Long before the current worker shortage began to undermine all manufacturers’ plans to grow profitably, Vector Windows had signaled how people would play a role in its strategic growth alongside its new productivity-enhancing robot.
The Fergus Falls-based manufacturer of vinyl windows and doors foreshadowed its early appreciation for the power of people shortly after Jeff Ackerson arrived as the company’s new president and CEO in 2007. He earned a B.S. degree in mechanical engineering from North Dakota State University and an MBA from Drake University. In his previous role at Pella Windows and Doors, Ackerson worked in design engineering, manufacturing engineering, and oversaw the company’s efforts at lean manufacturing. His best experience came when he transferred to Gettysburg, Pennsylvania to start up Pella’s first vinyl window and door manufacturing facility.
In a display of shrewd self-confidence, Vector Windows used the 2008-2009 recession to double down on its workforce. As cautious competitors pulled back their operations to assess the pace of the economy’s recovery, Vector aggressively expanded its sales force, recruiting high-potential employees who had been discarded by skittish competitors.
Vector was founded in 1995 as Vinylite Windows, a company that would manufacture and sell vinyl windows and patio doors throughout the Upper Midwest. Today, 60 percent of its products are custom-sized windows in custom varieties, different colors, and glass packages for new construction. “We don’t really have a retail channel or a wholesale type thing, and we don’t sell to the big boxes,” Ackerson says. “So, we don’t have anything sitting on a shelf somewhere either. It’s basically ordered, and then two weeks later shipped to the customer.”
While competitors extended lead times to try to save costs, Ackerson says, Vector continued to deliver its high-quality product on time and solidified sales relationships. “We went in whole-hog,” he says. “We invested in the business, invested in our people, and we literally grew by market share. We stole a lot more business from our competitors.” As the economy recovered, Vector enjoyed an even larger slice of its market. Vector’s revenue grew all through the recession, Ackerson says. In fact, it has experienced double-digit sales growth every year since he joined the company.
Now, enter the robot. Last October, Ackerson attended GlassBuild America, a window and door manufacturing trade show in Las Vegas, where he was first introduced to the robot.
Most of his operations depend on manual processes, but one area had potential: creating high-efficiency, double-paned windows. Quick calculations revealed that a robot would enable him to reduce a process that required 12 operators—six each on two shifts—down to four in just one shift. Vector is able to use this robotic technology to combine two panes of glass with a space and replace the air between them.
Justifying the decision, Ackerson says, was “close to a no-brainer,” even though the $1.5 million price tag made the robot a very expensive piece of equipment.

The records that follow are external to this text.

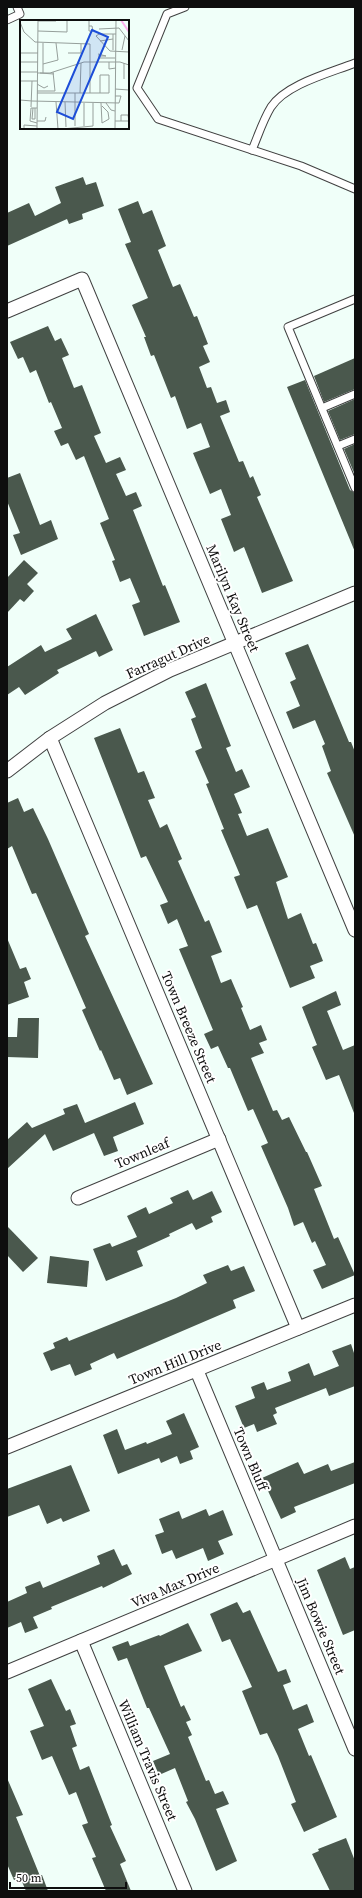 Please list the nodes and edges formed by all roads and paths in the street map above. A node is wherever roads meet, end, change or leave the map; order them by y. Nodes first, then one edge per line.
1 (17, 7) edge
2 (185, 7) edge
3 (7, 20) edge
4 (355, 63) edge
5 (252, 150) junction
6 (355, 189) edge
7 (355, 299) edge
8 (7, 310) edge
9 (355, 394) edge
10 (322, 408) junction
11 (355, 439) edge
12 (338, 446) junction
13 (355, 486) edge
14 (355, 593) edge
15 (235, 643) junction
16 (50, 738) junction
17 (7, 771) edge
18 (355, 930) edge
19 (219, 1139) junction
20 (78, 1198) dead end
21 (355, 1305) edge
22 (298, 1328) junction
23 (197, 1371) junction
24 (7, 1447) edge
25 (355, 1526) edge
26 (276, 1560) junction
27 (81, 1641) junction
28 (7, 1672) edge
29 (355, 1749) edge
30 (186, 1891) edge

1 - 3 lane
2 - 5 lane
4 - 5 lane
5 - 6 lane
7 - 10 lane
8 - 15 street, Marilyn Kay Street
9 - 10 lane
10 - 12 lane
11 - 12 lane
12 - 13 lane
14 - 15 street, Farragut Drive
15 - 16 street, Farragut Drive
15 - 18 street, Marilyn Kay Street
16 - 17 street, Farragut Drive
16 - 19 street, Town Breeze Street
19 - 20 street, Townleaf
19 - 22 street, Town Breeze Street
21 - 22 street, Town Hill Drive
22 - 23 street, Town Hill Drive
23 - 24 street, Town Hill Drive
23 - 26 street, Town Bluff
25 - 26 street, Viva Max Drive
26 - 27 street, Viva Max Drive
26 - 29 street, Jim Bowie Street
27 - 28 street, Viva Max Drive
27 - 30 street, William Travis Street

Freeing up eight full-time positions for experienced, reliable employees was a real gift, from Ackerson’s point of view. “We continue to struggle to find good people,” he admits. “It’s not just freeing up those eight bodies, it’s being able to put them to work somewhere else as we continue to grow so we don’t have to hire eight more individuals on top of it.”
Nonetheless, Ackerson and his management team took great pains to ensure that employees understood the robot acquisition would be seen as a win-win company-wide. How? “Communication, communication, communication,” he says.
First, employees needed to know that it wasn’t an attempt to steal their jobs, which became fairly obvious. Employees knew, for example, that Vector was struggling to maintain its employee count, just as every manufacturer in the region. On top of this, Ackerson says that every employee is told repeatedly no one will ever lose his or her job from an improvement activity. “If we can find a way to go from six people to five, we’re not going to lay someone off. We tried to make the change a positive for everybody, even the ones who we’re moving out of their comfort zone and into a new area of the business.”
But Ackerson wasn’t taking any chances. He circulated photos and brochures to hype the “cool factor” of deploying robot technology. Company management convened teams to discuss the project every time they received new information. “We went to those glass line employees first and made sure they were 100 percent up to speed on what was happening, where it was coming from, what it was going to look like, just to keep them the most in the loop.
“Our promise to them was, by being able to reduce those costs, we’re going to grow the sales enough to make sure that we can reallocate anybody freed up off of this equipment into other areas of the business.
“This may have been particularly compelling, since employees have a literal investment in the success of the business. Profit-sharing at Vector means that every employee gets a dime of the company’s profit. We made sure that employees knew this was going to drop to the bottom line. So, it’s a big deal to them that we’re driving more profit.”
In the end, a positive buzz circulated through the manufacturing floor when the trailer rolled into the company with the large piece of robotic equipment. From the beginning, employees requested opportunities to take a look at how it operates. The company even shut down operations to give mini-tours to all who wanted to watch it work.
Featured story in the Summer 2019 issue of Enterprise Minnesota magazine.